── ENTRIES PROVIDED

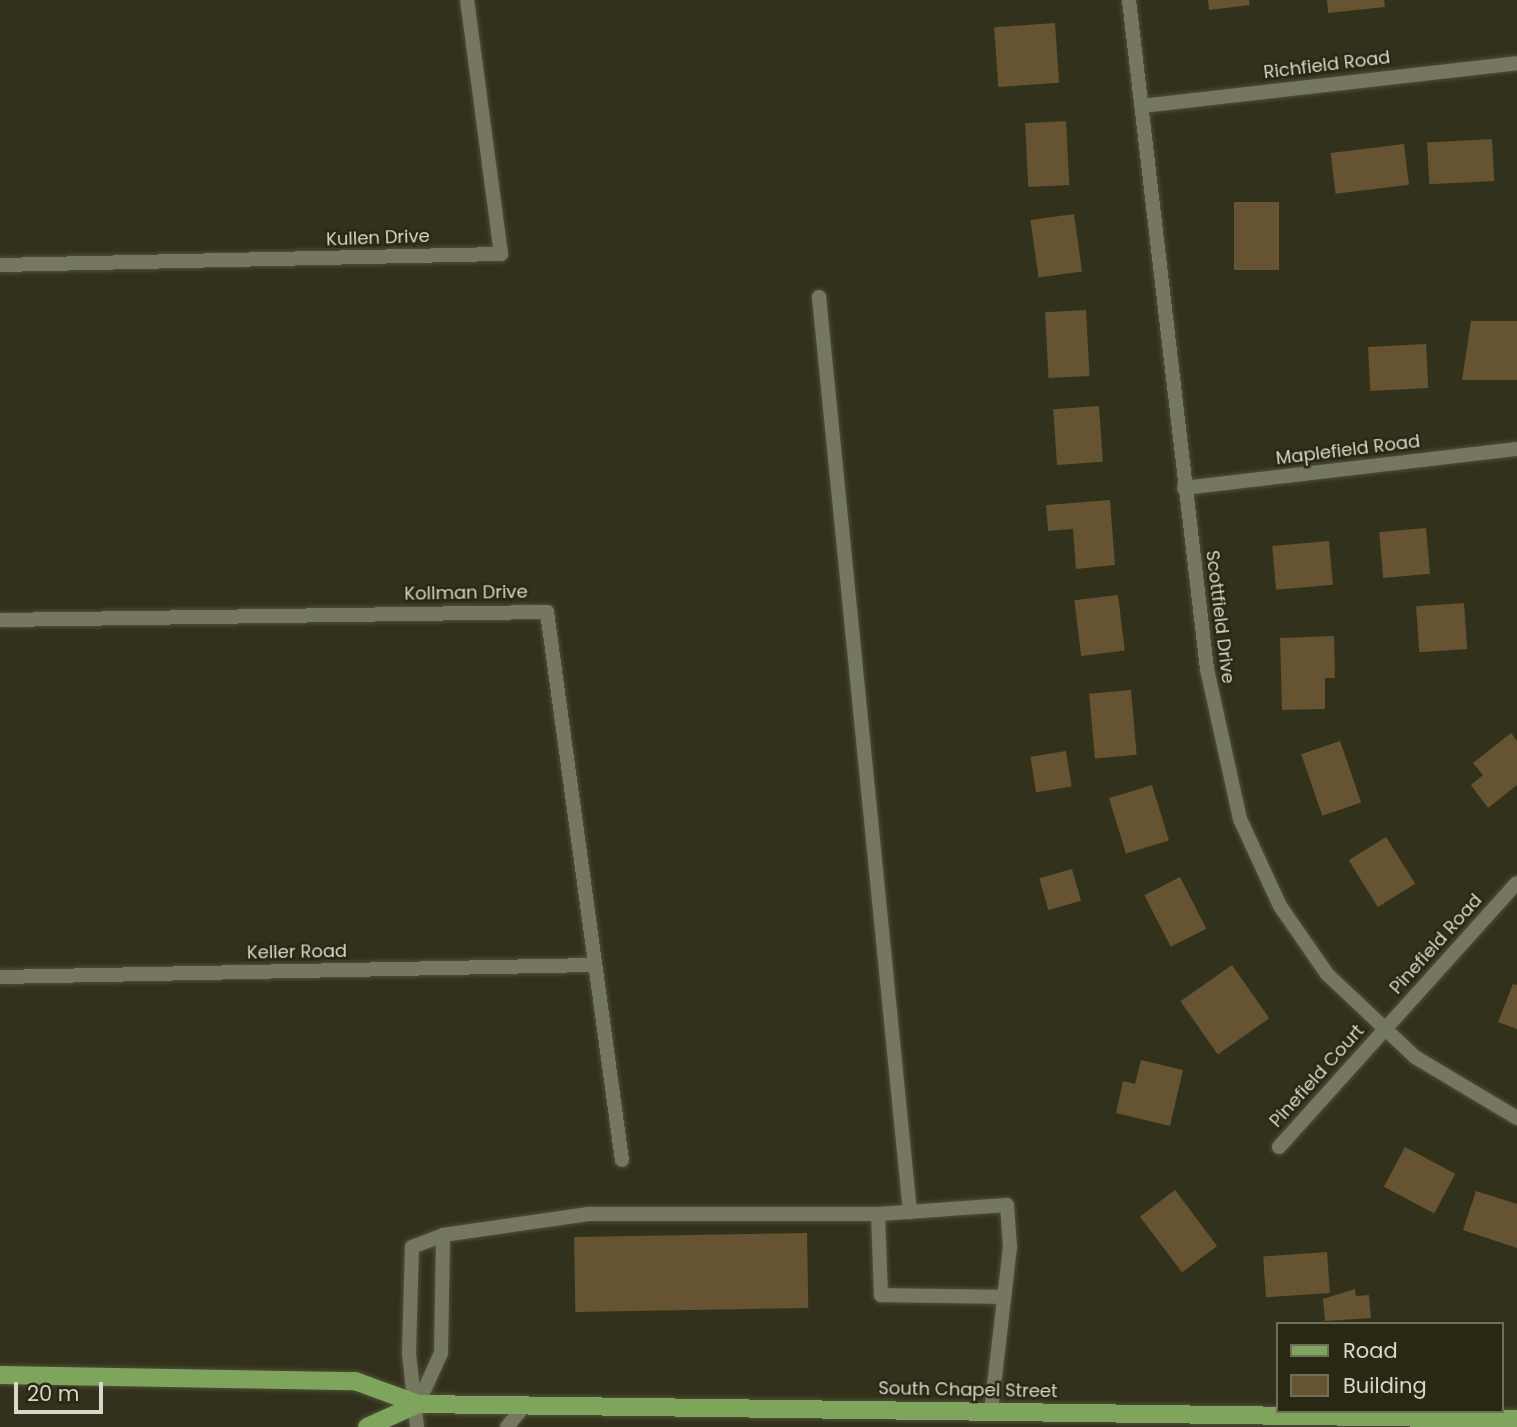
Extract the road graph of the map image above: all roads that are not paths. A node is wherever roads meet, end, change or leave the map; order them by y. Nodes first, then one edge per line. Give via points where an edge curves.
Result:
1 (467, 0) edge
2 (1129, 0) edge
3 (1517, 63) edge
4 (1142, 106) junction
5 (0, 265) edge
6 (819, 298) dead end
7 (1517, 449) edge
8 (1184, 488) junction
9 (0, 620) edge
10 (1517, 883) edge
11 (595, 965) junction
12 (0, 977) edge
13 (1383, 1031) junction
14 (1517, 1118) edge
15 (1279, 1147) dead end
16 (622, 1160) dead end
17 (910, 1212) junction
18 (878, 1214) junction
19 (443, 1235) junction
20 (1002, 1297) junction
21 (0, 1376) edge
22 (418, 1404) junction
23 (525, 1405) junction
24 (991, 1412) junction
25 (1517, 1419) edge
26 (1173, 1420) edge
27 (367, 1427) edge
28 (417, 1427) edge
29 (507, 1427) edge

1 - 5 street, Kullen Drive via 501,254
2 - 4 street, Scottfield Drive
3 - 4 street, Richfield Road
4 - 8 street, Scottfield Drive
6 - 17 street
7 - 8 street, Maplefield Road
8 - 13 street, Scottfield Drive via 1214,717 1240,818 1301,940
9 - 11 street, Kollman Drive via 547,612
10 - 13 street, Pinefield Road
11 - 12 street, Keller Road
11 - 16 street, Kollman Drive
13 - 14 street, Scottfield Drive via 1453,1084
13 - 15 street, Pinefield Court
17 - 18 street
17 - 20 street via 1007,1205
18 - 19 street via 554,1215
18 - 20 street via 881,1295
19 - 22 street via 441,1353
19 - 22 street via 412,1247 409,1353
20 - 24 street
21 - 22 main road, South Chapel Street via 355,1381
22 - 23 main road, South Chapel Street
22 - 27 main road, South Chapel Street
22 - 28 street
23 - 24 main road, South Chapel Street
23 - 29 street
24 - 26 main road, South Chapel Street
25 - 26 main road, South Chapel Street

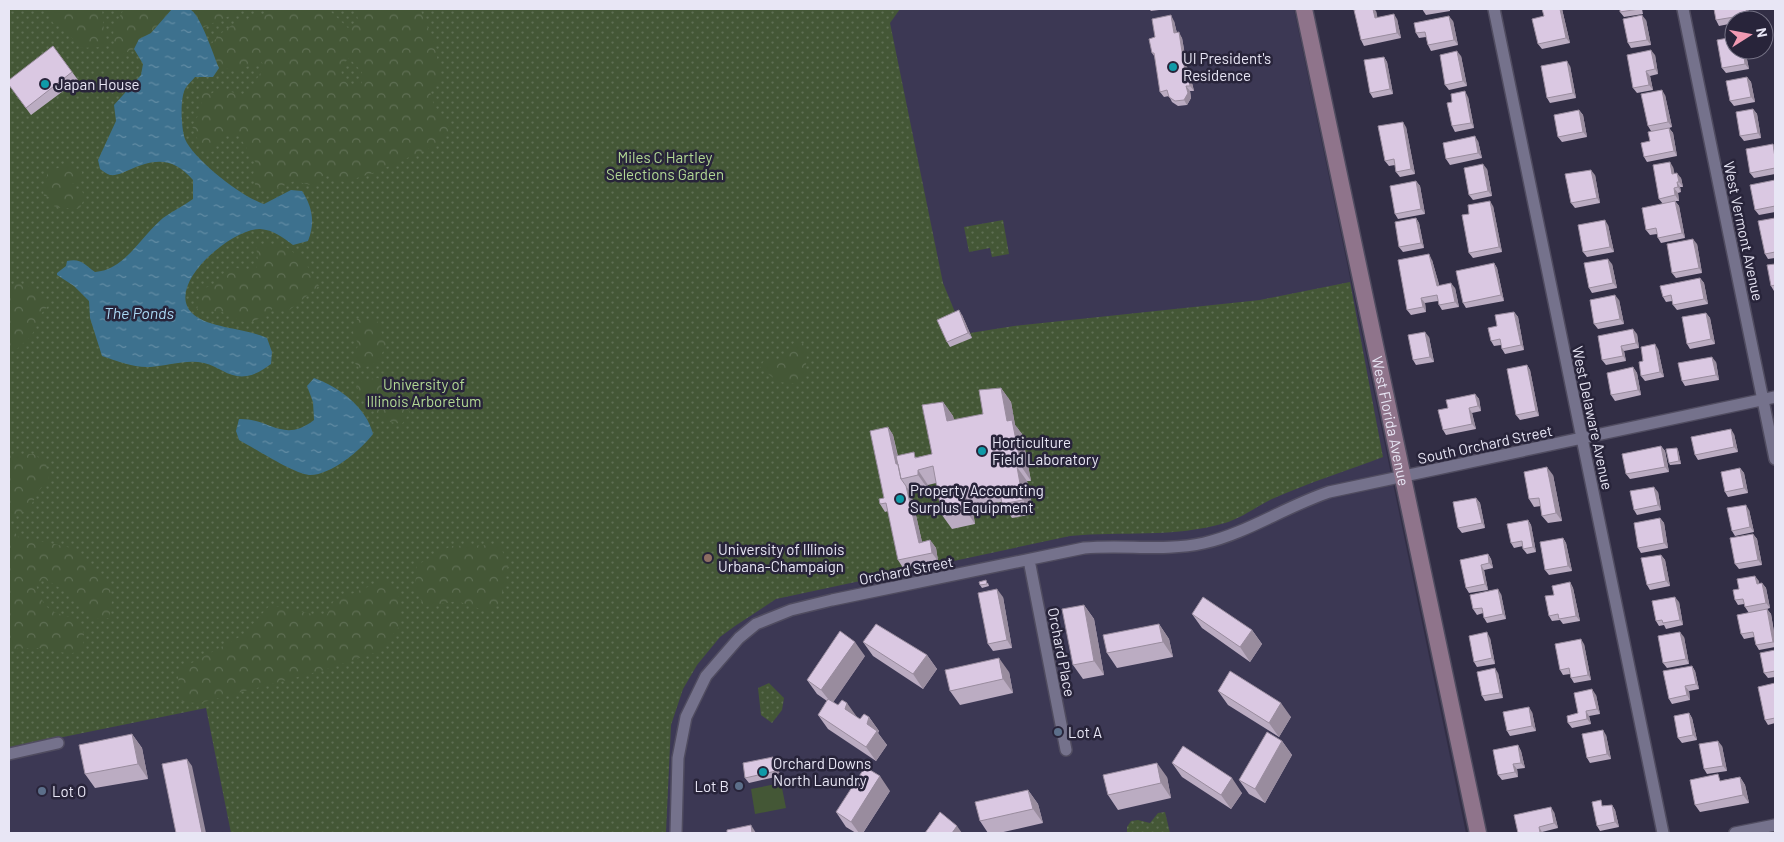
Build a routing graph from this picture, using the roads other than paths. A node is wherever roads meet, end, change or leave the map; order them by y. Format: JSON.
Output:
{"nodes":[{"id":1,"x":1304,"y":9,"type":"edge"},
{"id":2,"x":1494,"y":9,"type":"edge"},
{"id":3,"x":1683,"y":9,"type":"edge"},
{"id":4,"x":1775,"y":398,"type":"edge"},
{"id":5,"x":1763,"y":400,"type":"junction"},
{"id":6,"x":1582,"y":439,"type":"junction"},
{"id":7,"x":1775,"y":459,"type":"edge"},
{"id":8,"x":1402,"y":476,"type":"junction"},
{"id":9,"x":1029,"y":560,"type":"junction"},
{"id":10,"x":58,"y":744,"type":"dead end"},
{"id":11,"x":1066,"y":750,"type":"dead end"},
{"id":12,"x":9,"y":754,"type":"edge"},
{"id":13,"x":1775,"y":825,"type":"edge"},
{"id":14,"x":676,"y":833,"type":"edge"},
{"id":15,"x":1478,"y":833,"type":"edge"},
{"id":16,"x":1662,"y":833,"type":"edge"},
{"id":17,"x":1735,"y":833,"type":"edge"}],
"edges":[{"from":1,"to":8,"type":"main road","name":"West Florida Avenue"},
{"from":2,"to":6,"type":"street","name":"West Delaware Avenue"},
{"from":3,"to":5,"type":"street","name":"West Vermont Avenue"},
{"from":4,"to":5,"type":"street","name":"South Orchard Street"},
{"from":5,"to":6,"type":"street","name":"South Orchard Street"},
{"from":5,"to":7,"type":"street","name":"West Vermont Avenue"},
{"from":6,"to":8,"type":"street","name":"South Orchard Street"},
{"from":6,"to":16,"type":"street","name":"West Delaware Avenue"},
{"from":8,"to":9,"type":"street","name":"South Orchard Street"},
{"from":8,"to":15,"type":"main road","name":"West Florida Avenue"},
{"from":9,"to":11,"type":"street","name":"Orchard Place"},
{"from":9,"to":14,"type":"street","name":"Orchard Street"},
{"from":10,"to":12,"type":"street"},
{"from":13,"to":17,"type":"street"}]}
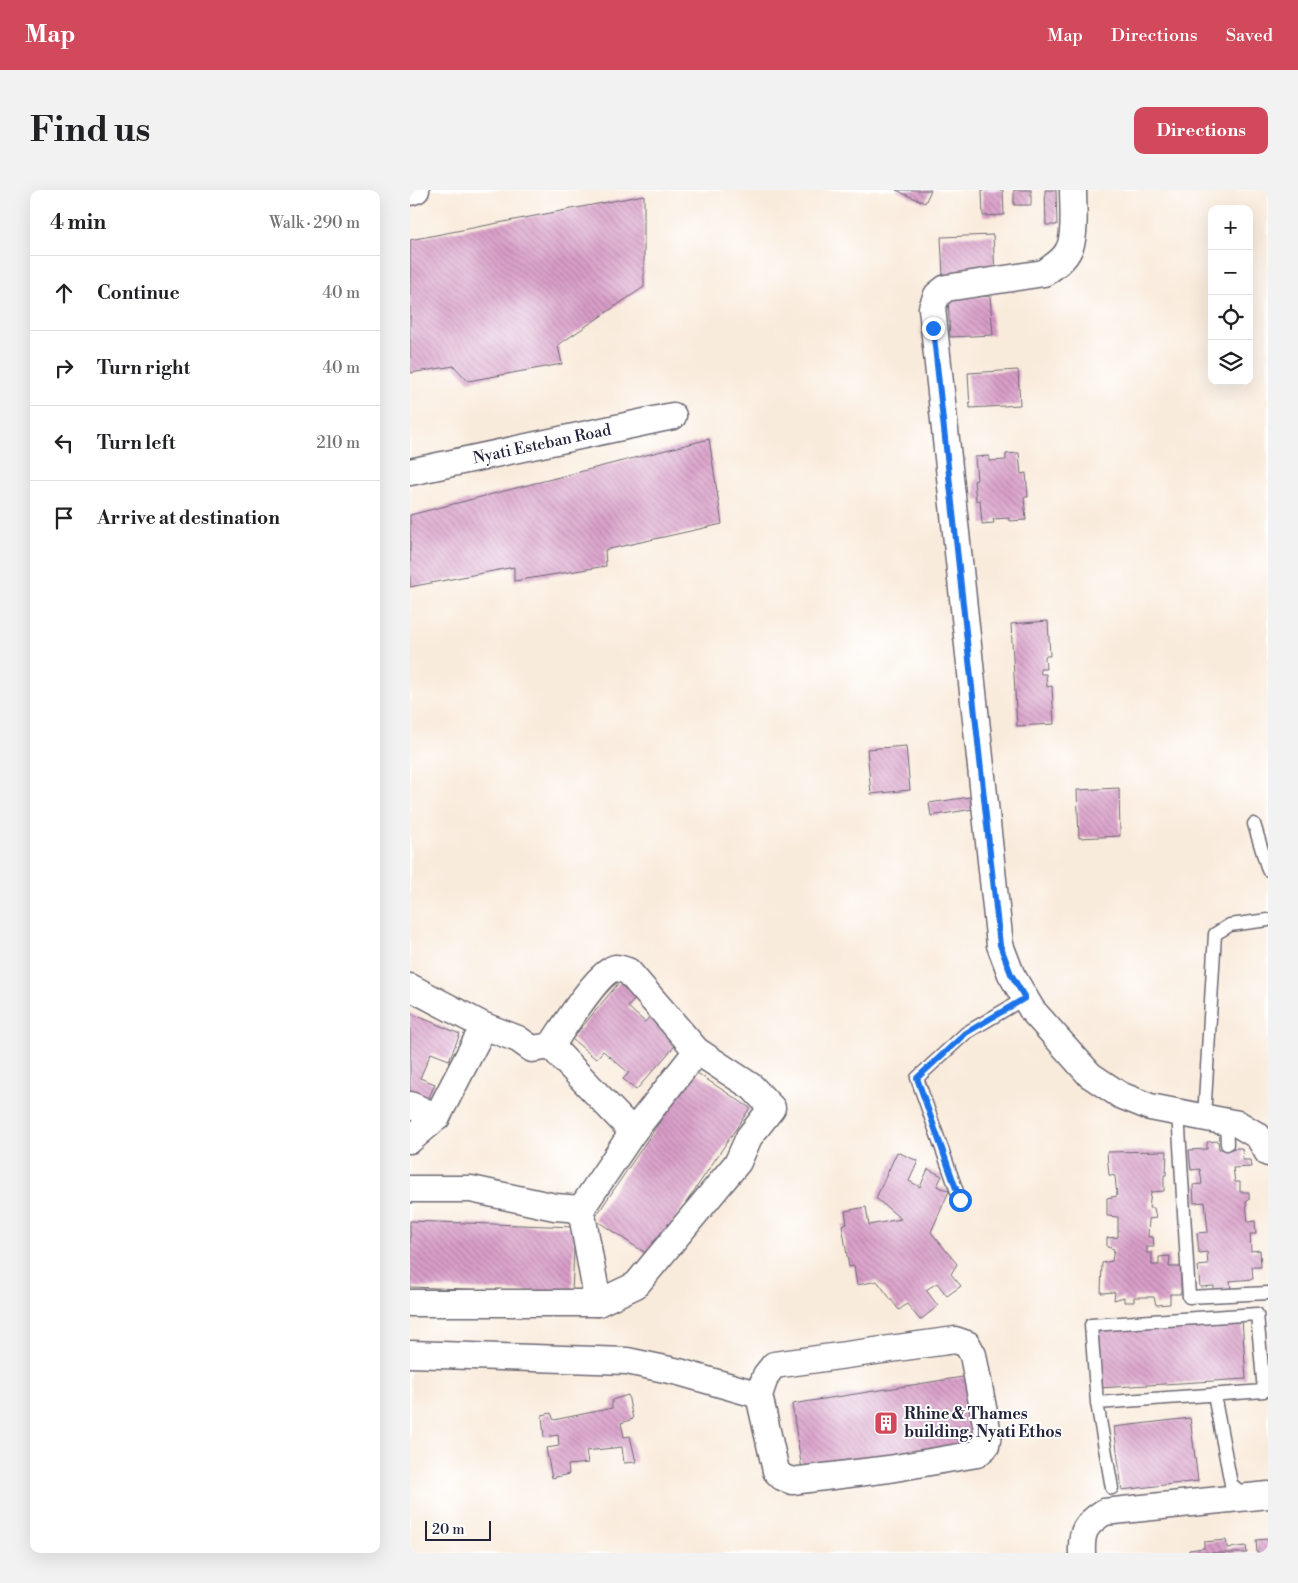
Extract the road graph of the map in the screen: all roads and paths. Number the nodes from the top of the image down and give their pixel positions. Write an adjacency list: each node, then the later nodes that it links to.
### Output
1 (416, 190): 3 (street)
2 (1073, 190): 10 (street)
3 (410, 192)
4 (674, 416): 5 (street, Nyati Esteban Road)
5 (410, 472)
6 (1254, 824): 7 (lane)
7 (1268, 870)
8 (1268, 920): 17 (lane)
9 (410, 987): 11 (street)
10 (1025, 998): 15 (street); 22 (lane)
11 (484, 1026): 12 (street); 16 (street)
12 (551, 1046): 13 (street); 18 (street)
13 (697, 1051): 18 (street); 26 (street)
14 (410, 1106): 16 (street)
15 (1178, 1112): 17 (street); 24 (lane)
16 (437, 1117): 19 (street)
17 (1219, 1128): 20 (street)
18 (633, 1132): 23 (street)
19 (410, 1140)
20 (1268, 1153)
21 (410, 1189): 23 (street)
22 (960, 1200)
23 (581, 1209): 26 (street)
24 (1268, 1293)
25 (410, 1303): 26 (street)
26 (598, 1303)
27 (410, 1354): 28 (street)
28 (759, 1394): 28 (street)
29 (1214, 1395): 30 (lane); 30 (lane); 32 (lane)
30 (1097, 1404): 31 (lane)
31 (1112, 1488)
32 (1258, 1496): 33 (street)
33 (1082, 1553)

────

# [PROMPT]
Set down every entry exactly; omit the pictures.

# [OUTPUT OF THE EXERCISE]
Extract the road graph of the map image above: all roads that are not paths. A node is wherever roads meet, end, change or leave the map; order them by y. Nodes first, then one edge per line. Give via points where an edge curves.
Result:
1 (467, 0) edge
2 (1129, 0) edge
3 (1517, 63) edge
4 (1142, 106) junction
5 (0, 265) edge
6 (819, 298) dead end
7 (1517, 449) edge
8 (1184, 488) junction
9 (0, 620) edge
10 (1517, 883) edge
11 (595, 965) junction
12 (0, 977) edge
13 (1383, 1031) junction
14 (1517, 1118) edge
15 (1279, 1147) dead end
16 (622, 1160) dead end
17 (910, 1212) junction
18 (878, 1214) junction
19 (443, 1235) junction
20 (1002, 1297) junction
21 (0, 1376) edge
22 (418, 1404) junction
23 (525, 1405) junction
24 (991, 1412) junction
25 (1517, 1419) edge
26 (1173, 1420) edge
27 (367, 1427) edge
28 (417, 1427) edge
29 (507, 1427) edge

1 - 5 street, Kullen Drive via 501,254
2 - 4 street, Scottfield Drive
3 - 4 street, Richfield Road
4 - 8 street, Scottfield Drive
6 - 17 street
7 - 8 street, Maplefield Road
8 - 13 street, Scottfield Drive via 1214,717 1240,818 1301,940
9 - 11 street, Kollman Drive via 547,612
10 - 13 street, Pinefield Road
11 - 12 street, Keller Road
11 - 16 street, Kollman Drive
13 - 14 street, Scottfield Drive via 1453,1084
13 - 15 street, Pinefield Court
17 - 18 street
17 - 20 street via 1007,1205
18 - 19 street via 554,1215
18 - 20 street via 881,1295
19 - 22 street via 441,1353
19 - 22 street via 412,1247 409,1353
20 - 24 street
21 - 22 main road, South Chapel Street via 355,1381
22 - 23 main road, South Chapel Street
22 - 27 main road, South Chapel Street
22 - 28 street
23 - 24 main road, South Chapel Street
23 - 29 street
24 - 26 main road, South Chapel Street
25 - 26 main road, South Chapel Street

Build a routing graph from this picture, using the roads other than paths. A node is wherever roads meet, end, change or leave the map; order them by y. Format: JSON.
Output:
{"nodes":[{"id":1,"x":1304,"y":9,"type":"edge"},
{"id":2,"x":1494,"y":9,"type":"edge"},
{"id":3,"x":1683,"y":9,"type":"edge"},
{"id":4,"x":1775,"y":398,"type":"edge"},
{"id":5,"x":1763,"y":400,"type":"junction"},
{"id":6,"x":1582,"y":439,"type":"junction"},
{"id":7,"x":1775,"y":459,"type":"edge"},
{"id":8,"x":1402,"y":476,"type":"junction"},
{"id":9,"x":1029,"y":560,"type":"junction"},
{"id":10,"x":58,"y":744,"type":"dead end"},
{"id":11,"x":1066,"y":750,"type":"dead end"},
{"id":12,"x":9,"y":754,"type":"edge"},
{"id":13,"x":1775,"y":825,"type":"edge"},
{"id":14,"x":676,"y":833,"type":"edge"},
{"id":15,"x":1478,"y":833,"type":"edge"},
{"id":16,"x":1662,"y":833,"type":"edge"},
{"id":17,"x":1735,"y":833,"type":"edge"}],
"edges":[{"from":1,"to":8,"type":"main road","name":"West Florida Avenue"},
{"from":2,"to":6,"type":"street","name":"West Delaware Avenue"},
{"from":3,"to":5,"type":"street","name":"West Vermont Avenue"},
{"from":4,"to":5,"type":"street","name":"South Orchard Street"},
{"from":5,"to":6,"type":"street","name":"South Orchard Street"},
{"from":5,"to":7,"type":"street","name":"West Vermont Avenue"},
{"from":6,"to":8,"type":"street","name":"South Orchard Street"},
{"from":6,"to":16,"type":"street","name":"West Delaware Avenue"},
{"from":8,"to":9,"type":"street","name":"South Orchard Street"},
{"from":8,"to":15,"type":"main road","name":"West Florida Avenue"},
{"from":9,"to":11,"type":"street","name":"Orchard Place"},
{"from":9,"to":14,"type":"street","name":"Orchard Street"},
{"from":10,"to":12,"type":"street"},
{"from":13,"to":17,"type":"street"}]}
Extract the road graph of the map in the screen: all roads and paths. Number the nodes from the top of the image down and give their pixel positions. Write an adjacency list: each node, then the later nodes that it links to.
### Output
1 (416, 190): 3 (street)
2 (1073, 190): 10 (street)
3 (410, 192)
4 (674, 416): 5 (street, Nyati Esteban Road)
5 (410, 472)
6 (1254, 824): 7 (lane)
7 (1268, 870)
8 (1268, 920): 17 (lane)
9 (410, 987): 11 (street)
10 (1025, 998): 15 (street); 22 (lane)
11 (484, 1026): 12 (street); 16 (street)
12 (551, 1046): 13 (street); 18 (street)
13 (697, 1051): 18 (street); 26 (street)
14 (410, 1106): 16 (street)
15 (1178, 1112): 17 (street); 24 (lane)
16 (437, 1117): 19 (street)
17 (1219, 1128): 20 (street)
18 (633, 1132): 23 (street)
19 (410, 1140)
20 (1268, 1153)
21 (410, 1189): 23 (street)
22 (960, 1200)
23 (581, 1209): 26 (street)
24 (1268, 1293)
25 (410, 1303): 26 (street)
26 (598, 1303)
27 (410, 1354): 28 (street)
28 (759, 1394): 28 (street)
29 (1214, 1395): 30 (lane); 30 (lane); 32 (lane)
30 (1097, 1404): 31 (lane)
31 (1112, 1488)
32 (1258, 1496): 33 (street)
33 (1082, 1553)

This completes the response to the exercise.